Steve Meier wrote:
Dan,
1) compatability with most of the current back ends is one of the goals.
2) gnetman looks interesting and if I understand it it drags in datadraw
with it. I would propose looking at integrating gnetman as schem
function calls and what ever gnetman does with datadraw is ok by me. At
least for the time being.
Thanks,
Steve M.
What datadraw does is it lets you describe your database in relatively
simple terms and then it compiles this description into c code that
implements all of the underlying database code including all the
{de,}constructors, and accessors. The bad part is if you want to do a
full recompile from the true source you need to have datadraw installed
to convert the datadraw input file into the c code. Also the generated
code can be pretty big. Note that the generated code should not be
interpreted as code which should then be parsed or edited by a person,
it is compiler output where the output happens to be in c. The good
news is that if you distribute the generated c code along with the
datadraw input files, then the end user doesn't actually need datadraw.
The penalty is just the size of the distfile.

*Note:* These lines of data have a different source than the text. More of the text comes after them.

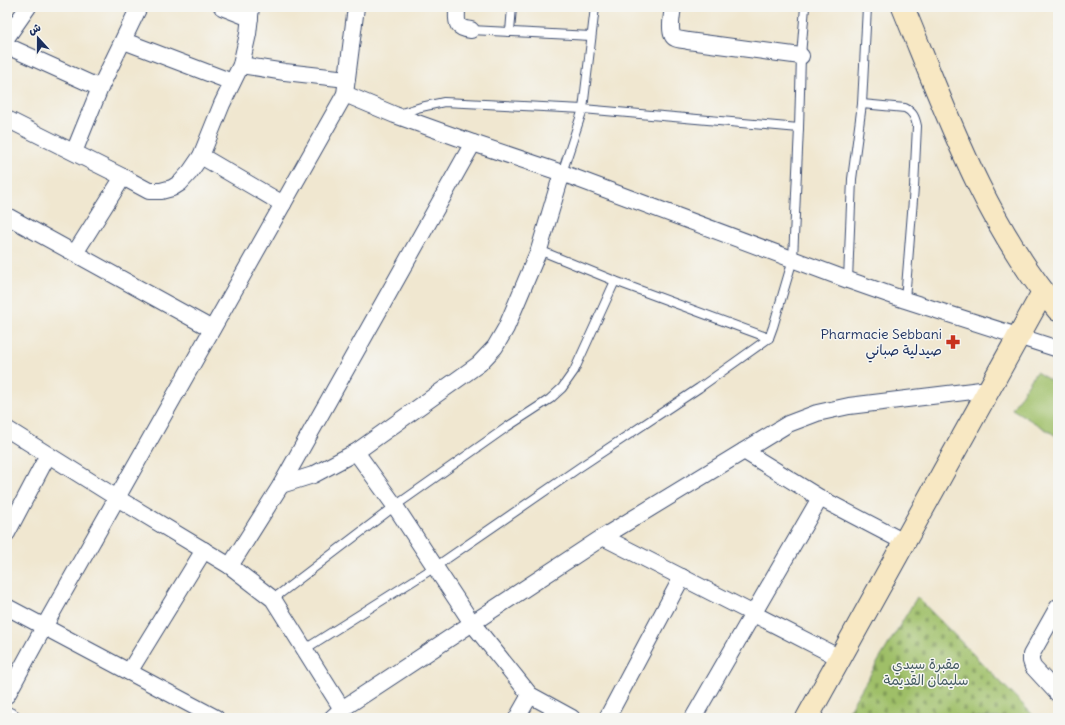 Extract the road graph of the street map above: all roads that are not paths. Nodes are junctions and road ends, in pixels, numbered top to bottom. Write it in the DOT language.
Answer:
graph roads {
  1 [pos="28,7"];
  2 [pos="139,7"];
  3 [pos="222,7"];
  4 [pos="356,7"];
  5 [pos="457,7"];
  6 [pos="512,7"];
  7 [pos="595,7"];
  8 [pos="673,7"];
  9 [pos="805,7"];
  10 [pos="867,7"];
  11 [pos="903,7"];
  12 [pos="251,13"];
  13 [pos="471,30"];
  14 [pos="510,32"];
  15 [pos="591,36"];
  16 [pos="7,37"];
  17 [pos="124,41"];
  18 [pos="7,46"];
  19 [pos="801,56"];
  20 [pos="241,65"];
  21 [pos="232,82"];
  22 [pos="346,87"];
  23 [pos="100,88"];
  24 [pos="862,104"];
  25 [pos="583,109"];
  26 [pos="396,115"];
  27 [pos="7,119"];
  28 [pos="799,128"];
  29 [pos="472,143"];
  30 [pos="74,152"];
  31 [pos="201,156"];
  32 [pos="562,173"];
  33 [pos="123,177"];
  34 [pos="283,204"];
  35 [pos="7,216"];
  36 [pos="539,250"];
  37 [pos="75,253"];
  38 [pos="793,259"];
  39 [pos="848,280"];
  40 [pos="615,281"];
  41 [pos="1043,292"];
  42 [pos="905,300"];
  43 [pos="1058,310"];
  44 [pos="212,329"];
  45 [pos="1018,336"];
  46 [pos="769,338"];
  47 [pos="1058,348"];
  48 [pos="988,389"];
  49 [pos="7,429"];
  50 [pos="744,451"];
  51 [pos="356,452"];
  52 [pos="48,455"];
  53 [pos="281,485"];
  54 [pos="117,498"];
  55 [pos="820,498"];
  56 [pos="395,506"];
  57 [pos="7,533"];
  58 [pos="603,537"];
  59 [pos="904,542"];
  60 [pos="204,550"];
  61 [pos="230,566"];
  62 [pos="435,567"];
  63 [pos="682,577"];
  64 [pos="273,599"];
  65 [pos="7,607"];
  66 [pos="1058,607"];
  67 [pos="753,613"];
  68 [pos="472,623"];
  69 [pos="44,627"];
  70 [pos="305,649"];
  71 [pos="840,658"];
  72 [pos="129,672"];
  73 [pos="7,694"];
  74 [pos="1058,694"];
  75 [pos="530,695"];
  76 [pos="337,714"];
  77 [pos="7,715"];
  78 [pos="13,718"];
  79 [pos="216,718"];
  80 [pos="517,718"];
  81 [pos="572,718"];
  82 [pos="607,718"];
  83 [pos="693,718"];
  84 [pos="807,718"];
  1 -- 16 [label="street"];
  2 -- 17 [label="street"];
  3 -- 12 [label="street"];
  4 -- 22 [label="street"];
  5 -- 13 [label="street"];
  6 -- 14 [label="lane"];
  7 -- 15 [label="lane"];
  8 -- 19 [label="street"];
  9 -- 19 [label="lane"];
  10 -- 24 [label="lane"];
  11 -- 41 [label="street"];
  12 -- 20 [label="street"];
  13 -- 14 [label="lane"];
  14 -- 15 [label="lane"];
  15 -- 25 [label="lane"];
  17 -- 21 [label="street"];
  17 -- 23 [label="street"];
  18 -- 23 [label="street"];
  19 -- 28 [label="lane"];
  20 -- 21 [label="street"];
  20 -- 22 [label="street"];
  21 -- 31 [label="street"];
  22 -- 26 [label="street"];
  22 -- 34 [label="street"];
  23 -- 30 [label="street"];
  24 -- 39 [label="lane"];
  24 -- 42 [label="lane"];
  25 -- 26 [label="lane"];
  25 -- 28 [label="lane"];
  25 -- 32 [label="lane"];
  26 -- 29 [label="street"];
  27 -- 30 [label="street"];
  28 -- 38 [label="lane"];
  29 -- 32 [label="street"];
  29 -- 53 [label="street"];
  30 -- 33 [label="street"];
  31 -- 33 [label="street"];
  31 -- 34 [label="street"];
  32 -- 36 [label="street"];
  32 -- 38 [label="street"];
  33 -- 37 [label="street"];
  34 -- 44 [label="street"];
  35 -- 37 [label="street"];
  36 -- 40 [label="lane"];
  36 -- 51 [label="street"];
  37 -- 44 [label="street"];
  38 -- 39 [label="street"];
  38 -- 46 [label="lane"];
  39 -- 42 [label="street"];
  40 -- 46 [label="lane"];
  40 -- 56 [label="lane"];
  41 -- 43 [label="street"];
  41 -- 45 [label="street"];
  42 -- 45 [label="street"];
  44 -- 54 [label="street"];
  45 -- 47 [label="street"];
  45 -- 48 [label="street"];
  46 -- 62 [label="lane"];
  48 -- 50 [label="street"];
  48 -- 59 [label="street"];
  49 -- 52 [label="street"];
  50 -- 55 [label="street"];
  50 -- 58 [label="street"];
  51 -- 53 [label="street"];
  51 -- 56 [label="street"];
  52 -- 54 [label="street"];
  52 -- 57 [label="street"];
  53 -- 61 [label="street"];
  54 -- 60 [label="street"];
  54 -- 69 [label="street"];
  55 -- 59 [label="street"];
  55 -- 67 [label="street"];
  56 -- 62 [label="street"];
  56 -- 64 [label="lane"];
  58 -- 63 [label="street"];
  58 -- 68 [label="street"];
  59 -- 71 [label="street"];
  60 -- 61 [label="street"];
  60 -- 72 [label="street"];
  61 -- 64 [label="street"];
  62 -- 68 [label="street"];
  62 -- 70 [label="lane"];
  63 -- 67 [label="street"];
  63 -- 82 [label="street"];
  64 -- 70 [label="street"];
  65 -- 69 [label="street"];
  66 -- 74 [label="street"];
  67 -- 71 [label="street"];
  67 -- 83 [label="street"];
  68 -- 75 [label="street"];
  68 -- 76 [label="street"];
  69 -- 72 [label="street"];
  69 -- 73 [label="street"];
  70 -- 76 [label="street"];
  71 -- 84 [label="street"];
  72 -- 79 [label="street"];
  75 -- 80 [label="street"];
  75 -- 81 [label="street"];
  77 -- 78 [label="street"];
}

It really seems that the right approach is to build on gnetman
(actually, by this I mean the database schema defined for gnetman) as
the internal database. It was designed by someone who has lots of
experience and it is powerful enough and scales well enough to support
very large (chip-scale not just board scale) designs. Then you could
have scheme backends which use scheme calls that are just wrappers
around the datadraw functions.
I guess what I'd hate to see is a lot of work put into improving
gnetlist (which needs improving) only to find that the underlying
database structure and methods for accessing it still aren't complete
enough, fast enough, or scalable enough.
All that said, I'm very happy to see someone working on gnetlist!
-Dan
.
Dan McMahill wrote:
Steve Meier wrote:
I have been keeping silent about this. But I am in the process of a
major rewrite of the netlist program. In this process, I folded libgeda
into my code base with the intent of eventually extracting it again in
some form or another.
My work has
1) rewritten the struct.h data structures.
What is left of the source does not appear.